Letztlich hängt die Entscheidung von deinen persönlichen Zielen und deiner finanziellen Situation ab. Wenn du bereit bist, Zeit und Kapital zu investieren, kann die Baufinanzierung für eine Kapitalanlage eine lohnende Strategie sein. Nutze die Tipps aus diesem Ratgeber, um fundierte Entscheidungen zu treffen.

Häufige Fragen

Die meisten Banken erwarten in der Regel einen gewissen Anteil an Eigenkapital, um die Kaufnebenkosten und einen Teil des Kaufpreises abzudecken. Je mehr Eigenkapital du einbringst, desto bessere Konditionen bekommst du in der Regel. Eine genaue Zahl hängt von deiner Bonität und dem Objekt ab.

Ja, die Schuldzinsen für das Darlehen sind in der Regel als Werbungskosten bei den Einkünften aus Vermietung und Verpachtung absetzbar. Auch andere Kosten wie Grundsteuer, Versicherungen und Verwaltung mindern in der Regel deine Steuerlast. Die Mieteinnahmen musst du jedoch in der Regel als Einkommen versteuern.

Die Mietrendite ist das Verhältnis der jährlichen Nettomieteinnahmen zum Kaufpreis inklusive Nebenkosten. Du teilst die Jahreskaltmiete durch den Gesamtkaufpreis und multiplizierst mit 100. Eine Rendite, die als akzeptabel gilt, kann je nach Region und Objekt variieren.

Eine lange Zinsbindung bietet dir in der Regel Planungssicherheit, da du vor steigenden Zinsen geschützt bist. Bei einer kurzen Bindung riskierst du unter Umständen höhere Anschlusszinsen. Die Wahl hängt von deiner Risikobereitschaft und der Zinsentwicklung ab.

Wenn die Miete nicht ausreicht, musst du die Differenz in der Regel aus deinem eigenen Einkommen zahlen. Das kann deine finanzielle Situation belasten, besonders bei Leerstand. Du solltest daher einen Puffer einplanen und die Miete realistisch kalkulieren, bevor du kaufst.
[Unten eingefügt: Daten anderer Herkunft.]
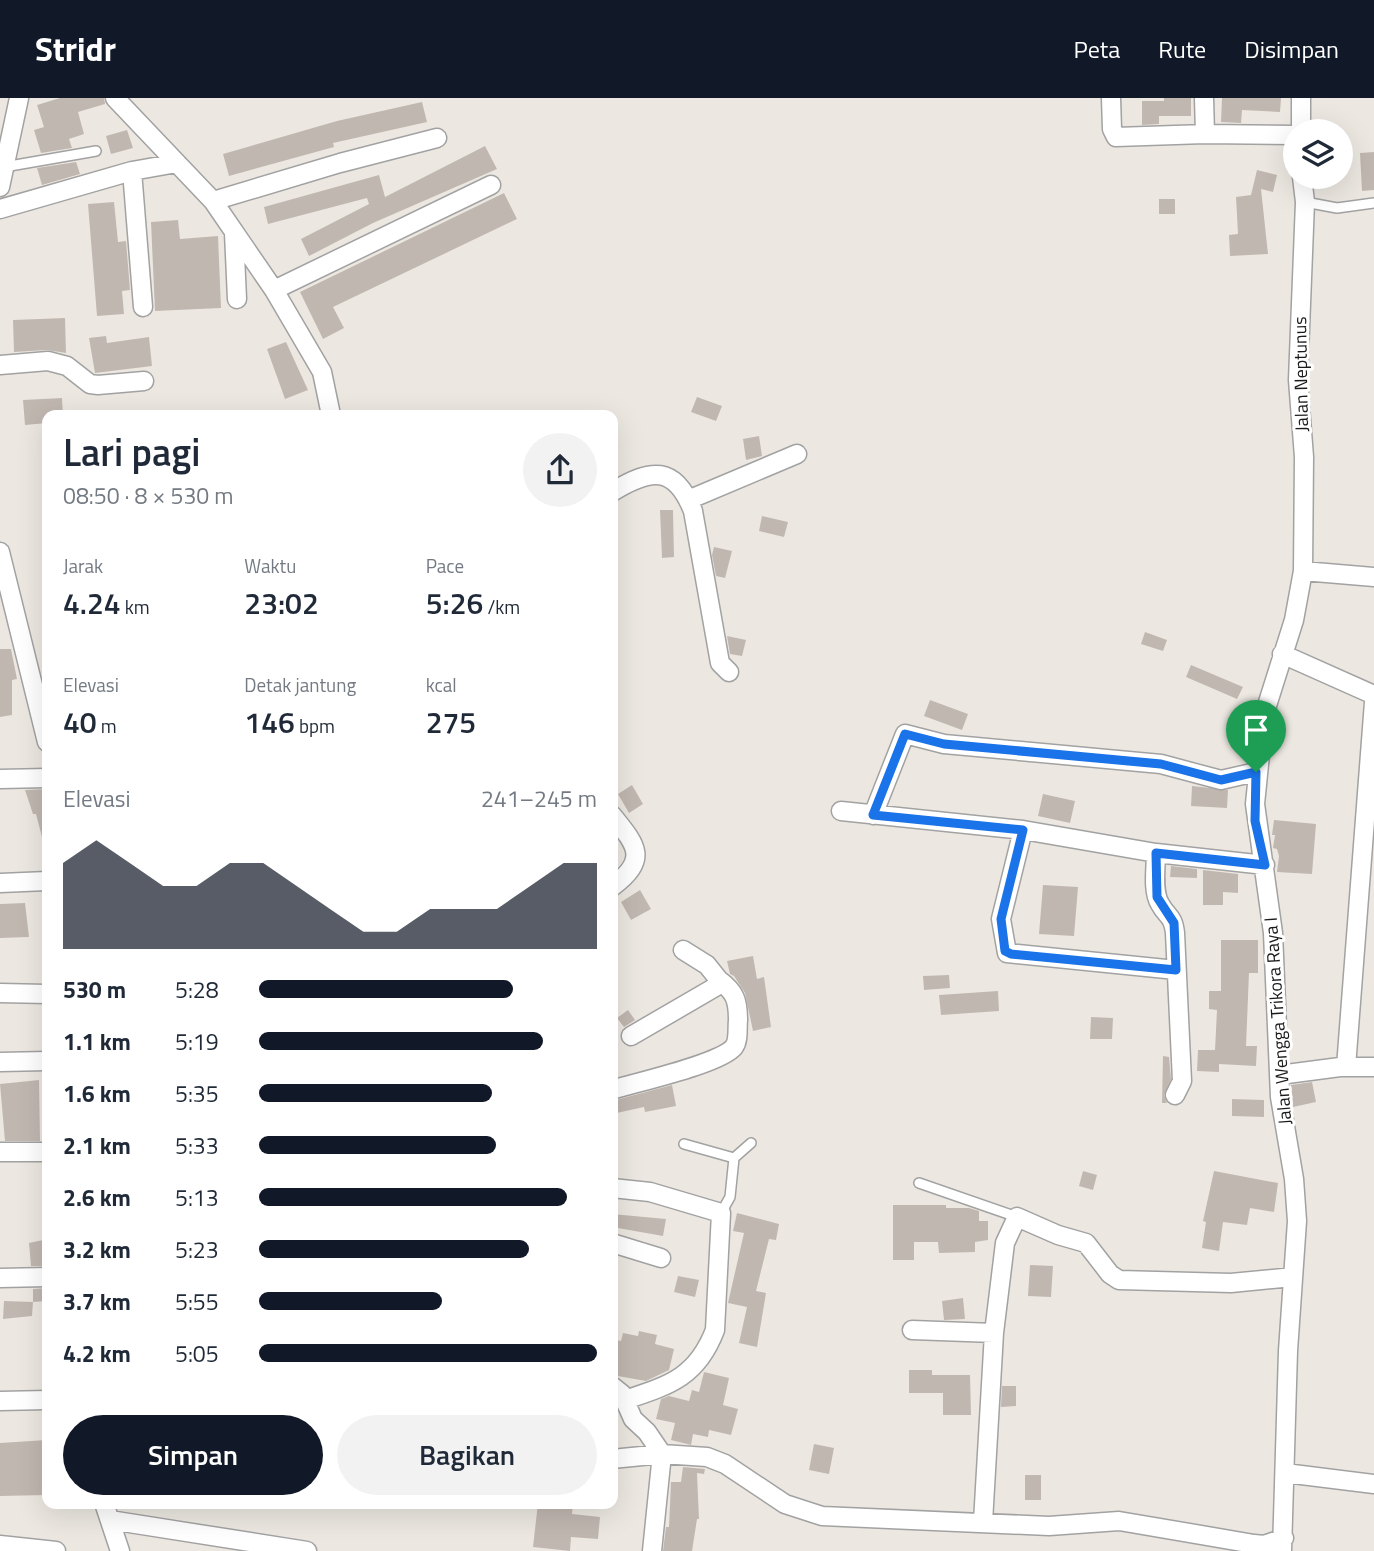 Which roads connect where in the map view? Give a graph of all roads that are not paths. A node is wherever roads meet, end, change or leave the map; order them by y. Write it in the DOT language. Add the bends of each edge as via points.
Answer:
graph roads {
  1 [pos="19,98"];
  2 [pos="115,98"];
  3 [pos="1111,98"];
  4 [pos="1204,98"];
  5 [pos="1301,98"];
  6 [pos="1301,119"];
  7 [pos="1205,134"];
  8 [pos="1283,135"];
  9 [pos="437,138"];
  10 [pos="96,151"];
  11 [pos="177,163"];
  12 [pos="4,167"];
  13 [pos="132,171"];
  14 [pos="491,185"];
  15 [pos="0,187"];
  16 [pos="1303,189"];
  17 [pos="213,201"];
  18 [pos="1305,202"];
  19 [pos="1374,203"];
  20 [pos="0,209"];
  21 [pos="234,233"];
  22 [pos="274,290"];
  23 [pos="237,299"];
  24 [pos="143,307"];
  25 [pos="0,365"];
  26 [pos="144,381"];
  27 [pos="330,410"];
  28 [pos="797,454"];
  29 [pos="618,488"];
  30 [pos="688,500"];
  31 [pos="0,552"];
  32 [pos="1303,571"];
  33 [pos="3,573"];
  34 [pos="1374,576"];
  35 [pos="1282,654"];
  36 [pos="729,672"];
  37 [pos="1374,695"];
  38 [pos="1374,702"];
  39 [pos="42,723"];
  40 [pos="1256,772"];
  41 [pos="42,778"];
  42 [pos="0,779"];
  43 [pos="841,811"];
  44 [pos="873,815"];
  45 [pos="618,823"];
  46 [pos="1023,830"];
  47 [pos="1156,853"];
  48 [pos="1265,865"];
  49 [pos="42,881"];
  50 [pos="618,882"];
  51 [pos="0,883"];
  52 [pos="1366,890"];
  53 [pos="683,950"];
  54 [pos="1176,970"];
  55 [pos="719,980"];
  56 [pos="0,993"];
  57 [pos="42,994"];
  58 [pos="631,1036"];
  59 [pos="42,1060"];
  60 [pos="0,1062"];
  61 [pos="1346,1067"];
  62 [pos="1374,1067"];
  63 [pos="1279,1075"];
  64 [pos="618,1088"];
  65 [pos="1175,1095"];
  66 [pos="751,1143"];
  67 [pos="684,1144"];
  68 [pos="0,1152"];
  69 [pos="42,1152"];
  70 [pos="734,1158"];
  71 [pos="919,1183"];
  72 [pos="618,1189"];
  73 [pos="722,1213"];
  74 [pos="1017,1217"];
  75 [pos="618,1246"];
  76 [pos="661,1258"];
  77 [pos="42,1277"];
  78 [pos="1293,1277"];
  79 [pos="0,1278"];
  80 [pos="912,1330"];
  81 [pos="994,1333"];
  82 [pos="618,1392"];
  83 [pos="42,1400"];
  84 [pos="625,1400"];
  85 [pos="0,1401"];
  86 [pos="662,1454"];
  87 [pos="618,1458"];
  88 [pos="1285,1472"];
  89 [pos="1374,1484"];
  90 [pos="107,1512"];
  91 [pos="983,1522"];
  92 [pos="1283,1544"];
  93 [pos="0,1545"];
  94 [pos="56,1551"];
  95 [pos="120,1551"];
  96 [pos="307,1551"];
  97 [pos="653,1551"];
  1 -- 12 [label="street"];
  2 -- 11 [label="street"];
  3 -- 7 [label="street" via="1116,137"];
  4 -- 7 [label="street"];
  5 -- 6 [label="street"];
  7 -- 8 [label="street"];
  9 -- 17 [label="street"];
  10 -- 12 [label="lane"];
  11 -- 13 [label="street"];
  11 -- 17 [label="street"];
  12 -- 15 [label="street"];
  13 -- 20 [label="street"];
  13 -- 24 [label="street"];
  14 -- 22 [label="street"];
  16 -- 18 [label="street, Jalan Neptunus"];
  17 -- 21 [label="street"];
  18 -- 19 [label="lane" via="1337,208"];
  18 -- 32 [label="street, Jalan Neptunus" via="1298,380 1304,457"];
  21 -- 22 [label="street"];
  21 -- 23 [label="street"];
  22 -- 27 [label="street" via="322,372"];
  25 -- 26 [label="street" via="48,361 67,366 98,386"];
  28 -- 30 [label="street"];
  29 -- 30 [label="street" via="651,474 670,477 684,489"];
  30 -- 36 [label="street" via="720,663"];
  31 -- 33 [label="street"];
  32 -- 34 [label="street"];
  32 -- 35 [label="street, Jalan Wengga Trikora Raya I"];
  33 -- 39 [label="street"];
  35 -- 37 [label="street"];
  35 -- 40 [label="street, Jalan Wengga Trikora Raya I" via="1264,715"];
  38 -- 52 [label="street"];
  40 -- 44 [label="street" via="1221,780 1161,764 944,744 905,734"];
  40 -- 48 [label="street, Jalan Wengga Trikora Raya I" via="1255,821"];
  41 -- 42 [label="street"];
  43 -- 44 [label="street"];
  44 -- 46 [label="street"];
  45 -- 50 [label="street" via="637,853 631,871"];
  46 -- 47 [label="street"];
  46 -- 54 [label="street" via="1001,919 1007,953"];
  47 -- 48 [label="street"];
  47 -- 54 [label="street" via="1157,897 1174,923"];
  48 -- 63 [label="street, Jalan Wengga Trikora Raya I"];
  49 -- 51 [label="street"];
  52 -- 61 [label="street"];
  53 -- 55 [label="street" via="707,965"];
  54 -- 65 [label="street" via="1182,1081"];
  55 -- 58 [label="street" via="709,994"];
  55 -- 64 [label="street" via="731,989 738,1004 733,1047 711,1061"];
  56 -- 57 [label="street"];
  59 -- 60 [label="street"];
  61 -- 62 [label="street"];
  61 -- 63 [label="street"];
  63 -- 78 [label="street, Jalan Wengga Trikora Raya I" via="1297,1221"];
  66 -- 70 [label="lane"];
  67 -- 70 [label="lane"];
  68 -- 69 [label="street"];
  70 -- 73 [label="lane" via="730,1197"];
  71 -- 74 [label="lane"];
  72 -- 73 [label="street" via="650,1192"];
  73 -- 84 [label="street" via="715,1329 708,1348 680,1379"];
  74 -- 78 [label="street" via="1086,1243 1119,1280 1231,1283"];
  74 -- 81 [label="street" via="1005,1243"];
  75 -- 76 [label="street"];
  77 -- 79 [label="street"];
  78 -- 88 [label="street, Jalan Wengga Trikora Raya I"];
  80 -- 81 [label="street"];
  81 -- 91 [label="street"];
  82 -- 84 [label="street"];
  83 -- 85 [label="street"];
  84 -- 86 [label="street" via="633,1419"];
  86 -- 87 [label="street"];
  86 -- 91 [label="street" via="718,1461 785,1504 822,1516"];
  86 -- 97 [label="street"];
  88 -- 89 [label="street"];
  88 -- 92 [label="street, Jalan Wengga Trikora Raya I"];
  90 -- 95 [label="street"];
  90 -- 96 [label="street"];
  91 -- 92 [label="street" via="1049,1526 1119,1521 1254,1544"];
  93 -- 94 [label="street"];
}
Ja, ein Bausparvertrag kann als Teil der Finanzierung genutzt werden, etwa für die Anschlussfinanzierung. Die Konditionen können je nach Anbieter variieren. Eine Kombination aus Bankdarlehen und Bausparvertrag kann sinnvoll sein, um Zinsrisiken zu minimieren.

Die Lage ist entscheidend für die Mietnachfrage und die Wertentwicklung der Immobilie. Banken bewerten Objekte in guten Lagen oft als weniger riskant und bieten unter Umständen bessere Konditionen. Du solltest daher in Regionen mit stabiler Wirtschaft und wachsender Bevölkerung investieren.

Die AfA ist die Abschreibung für Abnutzung, die du jährlich von der Bemessungsgrundlage abziehen kannst. Bei Wohnimmobilien beträgt sie in der Regel einen bestimmten Prozentsatz des Gebäudeanteils pro Jahr. Das senkt dein zu versteuerndes Einkommen und verbessert die Rendite.